Thursday, September 24, 2009

If You Say Something Enough, Does It Really Become True?

Harry Nilsson--"Everybody's Talkin'" (mp3)
All Hail--"Truth Be Told" (mp3)


About three years ago, I brought a nutritionist onto our campus to speak to the boys. She was a hardcore, but positive, vegan, and accepting of other choices. In touring the campus before her talk, she got a look at everything from the dining hall and its setup to the snack machines outside the bookstore. She advocated restructuring the soda-first approach of our dining hall, so that the students' first option in the natural flow of getting food and sitting down was not a gauntlet of sugar drinks. She also noted that every single snack or drink in the machines outside the bookstore was absolutely unhealthy--full of fat or salt or sugar or all three.

Of course, due to federal or state law concerning public schools, or simply to a greater awareness of the obesity and other health problems plaguing our nation, this year, our school is adopting every one of her recommendations.

But at the time, she was a threat.
Our bookstore depends on selling junk food to students for a substantial portion of its revenue. The dining hall, already an expensive proposition with cost overrages each year, had no intention of rearranging drinks or expanding their menu to include more expensive, healthier options.

And a threat must be dealt with.

So one obsequious faculty member was walking somewhere that morning and happened to see a woman sitting in her car in the chapel parking lot smoking a cigarette. He made the immediate connection that this must be the nutritionist. While she was speaking to the students in chapel, he told the story to a school administrator, and the story very quickly made the rounds, even while the nutritionist was on campus. When I spoke to that school administrator the next day, he told me the story of the "smoking nutritionist" with more than a hint of mockery. I explained to him why that could not have been her in the car because she was with me the whole time. He nodded.

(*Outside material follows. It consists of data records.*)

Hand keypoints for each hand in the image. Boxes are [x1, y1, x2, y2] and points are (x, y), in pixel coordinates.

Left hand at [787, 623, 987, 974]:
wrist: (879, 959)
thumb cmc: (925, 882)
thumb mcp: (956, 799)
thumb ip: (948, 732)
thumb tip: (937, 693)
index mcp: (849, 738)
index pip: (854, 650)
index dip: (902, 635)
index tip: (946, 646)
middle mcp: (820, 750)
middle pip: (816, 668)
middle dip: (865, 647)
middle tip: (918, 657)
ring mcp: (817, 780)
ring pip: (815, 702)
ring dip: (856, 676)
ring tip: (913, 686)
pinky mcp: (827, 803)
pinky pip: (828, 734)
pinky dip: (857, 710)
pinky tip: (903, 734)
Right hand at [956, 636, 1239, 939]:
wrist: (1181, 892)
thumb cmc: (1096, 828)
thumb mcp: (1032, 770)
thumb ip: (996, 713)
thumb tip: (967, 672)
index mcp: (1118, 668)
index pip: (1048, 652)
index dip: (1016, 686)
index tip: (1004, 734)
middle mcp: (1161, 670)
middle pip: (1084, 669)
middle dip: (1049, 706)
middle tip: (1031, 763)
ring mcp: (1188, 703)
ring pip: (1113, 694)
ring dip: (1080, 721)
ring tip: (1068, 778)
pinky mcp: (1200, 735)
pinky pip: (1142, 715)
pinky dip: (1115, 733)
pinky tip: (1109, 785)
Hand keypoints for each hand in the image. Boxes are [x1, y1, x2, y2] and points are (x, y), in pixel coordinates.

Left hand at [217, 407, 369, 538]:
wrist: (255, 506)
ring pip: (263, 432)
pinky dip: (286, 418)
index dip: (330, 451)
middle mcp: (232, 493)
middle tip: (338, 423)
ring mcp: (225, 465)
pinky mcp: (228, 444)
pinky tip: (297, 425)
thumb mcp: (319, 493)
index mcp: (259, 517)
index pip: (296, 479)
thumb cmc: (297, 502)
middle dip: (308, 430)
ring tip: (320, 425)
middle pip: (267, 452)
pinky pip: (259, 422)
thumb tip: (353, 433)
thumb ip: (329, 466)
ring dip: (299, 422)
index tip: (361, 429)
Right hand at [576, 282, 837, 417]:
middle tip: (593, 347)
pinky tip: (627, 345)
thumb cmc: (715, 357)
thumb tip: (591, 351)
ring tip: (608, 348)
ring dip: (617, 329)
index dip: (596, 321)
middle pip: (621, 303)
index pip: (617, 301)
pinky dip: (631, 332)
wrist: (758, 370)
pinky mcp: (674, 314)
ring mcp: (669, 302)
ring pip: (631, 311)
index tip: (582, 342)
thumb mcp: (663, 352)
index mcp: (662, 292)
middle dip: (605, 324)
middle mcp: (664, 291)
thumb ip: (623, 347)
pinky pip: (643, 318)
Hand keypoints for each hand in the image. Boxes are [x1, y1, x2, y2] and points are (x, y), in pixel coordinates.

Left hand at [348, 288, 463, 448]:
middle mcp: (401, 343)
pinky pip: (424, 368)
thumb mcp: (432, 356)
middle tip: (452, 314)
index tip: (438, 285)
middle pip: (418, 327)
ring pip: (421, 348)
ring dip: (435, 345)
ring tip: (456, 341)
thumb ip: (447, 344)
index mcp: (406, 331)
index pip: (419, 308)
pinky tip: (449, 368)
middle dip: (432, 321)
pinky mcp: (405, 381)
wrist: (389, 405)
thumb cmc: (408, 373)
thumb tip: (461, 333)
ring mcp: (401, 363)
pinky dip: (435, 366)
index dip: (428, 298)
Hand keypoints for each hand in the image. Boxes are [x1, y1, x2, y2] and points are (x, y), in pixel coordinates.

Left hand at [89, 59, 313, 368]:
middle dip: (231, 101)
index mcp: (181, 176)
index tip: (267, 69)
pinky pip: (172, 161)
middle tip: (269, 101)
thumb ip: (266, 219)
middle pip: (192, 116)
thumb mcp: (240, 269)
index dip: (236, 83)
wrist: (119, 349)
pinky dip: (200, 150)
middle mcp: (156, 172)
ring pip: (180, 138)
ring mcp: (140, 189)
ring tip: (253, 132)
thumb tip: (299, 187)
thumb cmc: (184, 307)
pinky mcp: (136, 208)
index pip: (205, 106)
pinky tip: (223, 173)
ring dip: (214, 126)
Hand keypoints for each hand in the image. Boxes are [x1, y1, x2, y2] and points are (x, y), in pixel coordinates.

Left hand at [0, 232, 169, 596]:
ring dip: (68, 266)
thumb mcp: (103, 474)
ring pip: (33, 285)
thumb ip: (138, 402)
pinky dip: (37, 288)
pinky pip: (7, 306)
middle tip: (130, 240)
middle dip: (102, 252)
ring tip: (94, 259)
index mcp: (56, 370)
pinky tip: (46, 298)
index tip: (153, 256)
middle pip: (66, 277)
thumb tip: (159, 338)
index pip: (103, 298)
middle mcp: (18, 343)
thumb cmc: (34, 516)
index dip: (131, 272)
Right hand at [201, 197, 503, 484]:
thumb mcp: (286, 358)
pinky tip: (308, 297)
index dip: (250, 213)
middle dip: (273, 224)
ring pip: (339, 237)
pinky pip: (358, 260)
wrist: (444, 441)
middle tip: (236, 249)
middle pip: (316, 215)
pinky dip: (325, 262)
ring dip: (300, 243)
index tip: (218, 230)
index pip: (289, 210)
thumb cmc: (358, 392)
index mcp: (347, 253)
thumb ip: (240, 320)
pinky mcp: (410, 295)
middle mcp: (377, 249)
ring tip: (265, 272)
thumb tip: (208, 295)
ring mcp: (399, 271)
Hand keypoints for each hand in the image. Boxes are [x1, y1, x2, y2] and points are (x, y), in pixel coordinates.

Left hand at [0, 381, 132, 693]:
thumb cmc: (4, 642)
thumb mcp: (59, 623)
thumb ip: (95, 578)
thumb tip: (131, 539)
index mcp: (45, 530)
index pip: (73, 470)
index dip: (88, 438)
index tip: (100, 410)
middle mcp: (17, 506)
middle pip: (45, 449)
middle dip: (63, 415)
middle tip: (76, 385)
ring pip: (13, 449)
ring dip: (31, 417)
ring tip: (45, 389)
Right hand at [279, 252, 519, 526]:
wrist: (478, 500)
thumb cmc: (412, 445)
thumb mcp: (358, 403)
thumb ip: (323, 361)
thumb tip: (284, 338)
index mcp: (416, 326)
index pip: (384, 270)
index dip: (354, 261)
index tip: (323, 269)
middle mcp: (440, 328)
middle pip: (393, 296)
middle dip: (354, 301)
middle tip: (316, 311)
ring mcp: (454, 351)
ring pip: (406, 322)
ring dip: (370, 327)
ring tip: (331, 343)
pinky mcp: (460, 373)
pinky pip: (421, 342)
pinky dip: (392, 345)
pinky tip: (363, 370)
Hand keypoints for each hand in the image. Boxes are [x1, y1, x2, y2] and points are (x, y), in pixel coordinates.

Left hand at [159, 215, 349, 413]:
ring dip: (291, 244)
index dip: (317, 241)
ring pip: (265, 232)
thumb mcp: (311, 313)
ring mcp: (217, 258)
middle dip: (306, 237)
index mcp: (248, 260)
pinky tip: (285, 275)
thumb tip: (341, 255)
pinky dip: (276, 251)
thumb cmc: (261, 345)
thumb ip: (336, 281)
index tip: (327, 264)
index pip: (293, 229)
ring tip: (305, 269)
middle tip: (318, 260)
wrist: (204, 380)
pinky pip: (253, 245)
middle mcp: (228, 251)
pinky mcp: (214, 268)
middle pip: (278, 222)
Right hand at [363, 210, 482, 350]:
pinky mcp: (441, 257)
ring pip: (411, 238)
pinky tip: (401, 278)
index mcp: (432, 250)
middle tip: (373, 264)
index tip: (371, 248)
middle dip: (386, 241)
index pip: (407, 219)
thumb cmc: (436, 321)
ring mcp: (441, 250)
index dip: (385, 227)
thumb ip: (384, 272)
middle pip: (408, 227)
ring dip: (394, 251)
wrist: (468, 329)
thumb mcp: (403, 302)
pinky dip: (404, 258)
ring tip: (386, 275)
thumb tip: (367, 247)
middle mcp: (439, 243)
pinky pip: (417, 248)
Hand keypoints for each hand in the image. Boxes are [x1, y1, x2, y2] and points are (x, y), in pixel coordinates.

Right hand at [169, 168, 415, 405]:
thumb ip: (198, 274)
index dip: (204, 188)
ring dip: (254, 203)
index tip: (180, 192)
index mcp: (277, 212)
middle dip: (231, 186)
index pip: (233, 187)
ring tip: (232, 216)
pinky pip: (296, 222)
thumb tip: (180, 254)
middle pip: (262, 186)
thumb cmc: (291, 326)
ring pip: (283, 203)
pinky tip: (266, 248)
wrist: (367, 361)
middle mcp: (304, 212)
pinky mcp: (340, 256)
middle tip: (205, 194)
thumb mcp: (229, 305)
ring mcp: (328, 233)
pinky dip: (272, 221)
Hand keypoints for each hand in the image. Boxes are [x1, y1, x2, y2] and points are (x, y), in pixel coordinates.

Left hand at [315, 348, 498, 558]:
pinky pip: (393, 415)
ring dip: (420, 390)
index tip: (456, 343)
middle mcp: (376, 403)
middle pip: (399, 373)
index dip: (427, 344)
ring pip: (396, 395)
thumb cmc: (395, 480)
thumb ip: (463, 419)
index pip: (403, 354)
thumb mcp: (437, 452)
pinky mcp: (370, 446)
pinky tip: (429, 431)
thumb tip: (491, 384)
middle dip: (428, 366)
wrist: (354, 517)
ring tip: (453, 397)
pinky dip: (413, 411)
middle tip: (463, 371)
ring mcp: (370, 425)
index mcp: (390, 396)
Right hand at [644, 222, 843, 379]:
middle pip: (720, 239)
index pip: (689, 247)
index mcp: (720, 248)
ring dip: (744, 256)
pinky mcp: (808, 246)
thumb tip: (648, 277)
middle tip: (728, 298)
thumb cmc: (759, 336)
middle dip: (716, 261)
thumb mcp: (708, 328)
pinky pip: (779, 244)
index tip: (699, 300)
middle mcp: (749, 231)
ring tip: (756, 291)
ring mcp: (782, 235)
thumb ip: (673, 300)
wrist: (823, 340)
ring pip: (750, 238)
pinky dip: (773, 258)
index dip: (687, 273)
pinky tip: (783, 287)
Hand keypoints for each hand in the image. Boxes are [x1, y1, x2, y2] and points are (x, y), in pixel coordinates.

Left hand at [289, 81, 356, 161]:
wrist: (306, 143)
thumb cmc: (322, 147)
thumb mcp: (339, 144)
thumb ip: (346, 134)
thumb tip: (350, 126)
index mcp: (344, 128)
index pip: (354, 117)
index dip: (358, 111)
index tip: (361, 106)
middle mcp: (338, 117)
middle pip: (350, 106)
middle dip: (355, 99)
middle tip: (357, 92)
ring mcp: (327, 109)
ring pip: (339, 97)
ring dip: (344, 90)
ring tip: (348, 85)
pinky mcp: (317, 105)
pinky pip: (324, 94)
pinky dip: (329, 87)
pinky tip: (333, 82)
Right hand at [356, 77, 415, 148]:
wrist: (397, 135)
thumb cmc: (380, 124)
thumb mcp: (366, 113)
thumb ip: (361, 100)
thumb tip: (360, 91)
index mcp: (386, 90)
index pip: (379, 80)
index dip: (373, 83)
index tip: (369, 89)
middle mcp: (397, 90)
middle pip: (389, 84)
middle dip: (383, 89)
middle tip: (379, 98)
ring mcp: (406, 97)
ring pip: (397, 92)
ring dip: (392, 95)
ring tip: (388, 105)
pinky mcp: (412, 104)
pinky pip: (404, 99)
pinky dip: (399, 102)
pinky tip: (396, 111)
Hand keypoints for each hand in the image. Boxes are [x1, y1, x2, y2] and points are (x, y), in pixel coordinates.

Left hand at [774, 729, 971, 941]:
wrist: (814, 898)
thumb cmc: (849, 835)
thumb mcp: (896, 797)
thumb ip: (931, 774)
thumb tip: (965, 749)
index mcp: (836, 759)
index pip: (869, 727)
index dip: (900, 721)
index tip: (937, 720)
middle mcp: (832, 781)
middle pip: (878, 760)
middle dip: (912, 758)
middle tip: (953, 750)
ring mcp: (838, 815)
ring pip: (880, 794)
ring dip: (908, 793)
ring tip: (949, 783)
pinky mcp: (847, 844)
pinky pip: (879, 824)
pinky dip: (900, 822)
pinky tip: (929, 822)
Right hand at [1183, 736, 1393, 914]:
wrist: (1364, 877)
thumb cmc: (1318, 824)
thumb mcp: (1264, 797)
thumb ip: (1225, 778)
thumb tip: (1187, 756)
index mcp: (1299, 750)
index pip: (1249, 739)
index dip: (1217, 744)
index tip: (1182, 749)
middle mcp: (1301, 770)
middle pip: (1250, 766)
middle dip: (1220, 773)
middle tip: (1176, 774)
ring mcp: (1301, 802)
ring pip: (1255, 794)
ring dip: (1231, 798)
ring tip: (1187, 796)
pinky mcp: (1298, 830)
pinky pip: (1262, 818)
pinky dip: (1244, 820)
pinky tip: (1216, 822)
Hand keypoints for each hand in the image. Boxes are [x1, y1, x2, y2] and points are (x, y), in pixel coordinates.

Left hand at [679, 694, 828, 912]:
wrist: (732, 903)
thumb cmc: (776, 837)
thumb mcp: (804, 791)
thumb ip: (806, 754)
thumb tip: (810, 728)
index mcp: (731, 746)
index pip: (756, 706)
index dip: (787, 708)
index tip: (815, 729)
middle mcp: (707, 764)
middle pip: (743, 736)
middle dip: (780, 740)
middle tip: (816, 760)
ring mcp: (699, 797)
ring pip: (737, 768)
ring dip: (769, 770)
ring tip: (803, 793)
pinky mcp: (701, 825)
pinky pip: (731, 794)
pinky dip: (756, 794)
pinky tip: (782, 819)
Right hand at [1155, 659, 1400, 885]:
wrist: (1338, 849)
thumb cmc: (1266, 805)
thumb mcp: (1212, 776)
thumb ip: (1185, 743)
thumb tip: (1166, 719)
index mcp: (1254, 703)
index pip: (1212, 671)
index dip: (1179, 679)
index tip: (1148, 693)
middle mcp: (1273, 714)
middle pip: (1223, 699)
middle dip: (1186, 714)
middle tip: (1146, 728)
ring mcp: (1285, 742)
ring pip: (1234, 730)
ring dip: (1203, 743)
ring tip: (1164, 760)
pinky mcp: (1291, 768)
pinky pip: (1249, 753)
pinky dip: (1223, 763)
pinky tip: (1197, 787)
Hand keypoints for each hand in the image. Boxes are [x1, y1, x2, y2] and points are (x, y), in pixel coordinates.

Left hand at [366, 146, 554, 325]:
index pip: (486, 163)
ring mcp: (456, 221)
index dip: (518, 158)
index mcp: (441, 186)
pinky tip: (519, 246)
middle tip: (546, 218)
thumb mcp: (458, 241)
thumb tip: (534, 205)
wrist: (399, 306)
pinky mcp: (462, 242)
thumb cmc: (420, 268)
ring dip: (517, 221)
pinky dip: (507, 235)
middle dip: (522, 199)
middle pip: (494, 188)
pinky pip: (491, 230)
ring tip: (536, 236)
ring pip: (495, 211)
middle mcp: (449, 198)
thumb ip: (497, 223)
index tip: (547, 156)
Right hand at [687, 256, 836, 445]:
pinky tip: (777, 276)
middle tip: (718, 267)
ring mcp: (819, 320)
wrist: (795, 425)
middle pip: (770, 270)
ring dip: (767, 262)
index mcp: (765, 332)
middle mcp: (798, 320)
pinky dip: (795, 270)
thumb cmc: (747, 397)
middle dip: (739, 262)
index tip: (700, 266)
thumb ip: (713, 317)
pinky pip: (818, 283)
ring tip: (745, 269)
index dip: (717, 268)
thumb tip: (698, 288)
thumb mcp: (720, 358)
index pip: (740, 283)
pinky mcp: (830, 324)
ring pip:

But it did not matter. The next day, he was still telling the story of the smoking nutritionist, and all of her suggestions were ignored. It was as if she were never on campus.

Could this be a post about the Iraq War? Bush and company said so often and in so many places that Saddam Hussein had been connected to the 9/11 terrorists that a significant number of Americans believed, and probably still believe, that it is true.

Or a post about Barack Obama? Conservatives have trafficked in claims that Obama a) is Muslim, or b) was not born in the United States, or c) is a Socialist, or d) is a Communist, or e) wants to be the One World leader, or f) you name it, so often that people have begun to believe them. In the South, nearly 50% of the people believe that Barack Obama was not born in the United States; it's about 10% in other parts of the country.

Or about Health Care? Well, you get it. You get the point.

We all tell lies. No point in denying that. We all have told the same lie more than once. No point in denying that either. But there is something so insidious, so virulent, so wrong in telling the same lie over and over in the public discourse of a school or, even worse, a country as a way of undermining one's opponent. Whether it skews more towards pathological behavior or towards Machiavelli, it is a repulsive act.

The problem is that it tends to work. Like all ad hominem attacks ("against the person"), such statements are hard to refute, because every time you say that something isn't true, it feels to the casual observer that it might be a little more true. And the other problem , for the human soul, if that matters, is that a person who tells the same lie over and over starts to believe it's true, starts to act on it as if it is fact, will defend it against all opposition with greater ferocity than an equivalent truth.

And so what happens to a society that gets bombarded with false statements repeated over and over? I'll tell you. The people in that society become confused, they become paranoid and distrustful, they become passive, and any attempt to move that society forward becomes mired in that mud. You want a quick way to get a sense of where we are right now, then take a hard look at the statements that are out there every day, being mouthed on radios and televisions and then being repeated in cars and churches and locker rooms.

In America 2009, if you think that whatever side you're on is winning, you're wrong. It is only the voices of the shrill that are winning, drowning out any middle ground as we push farther and farther apart.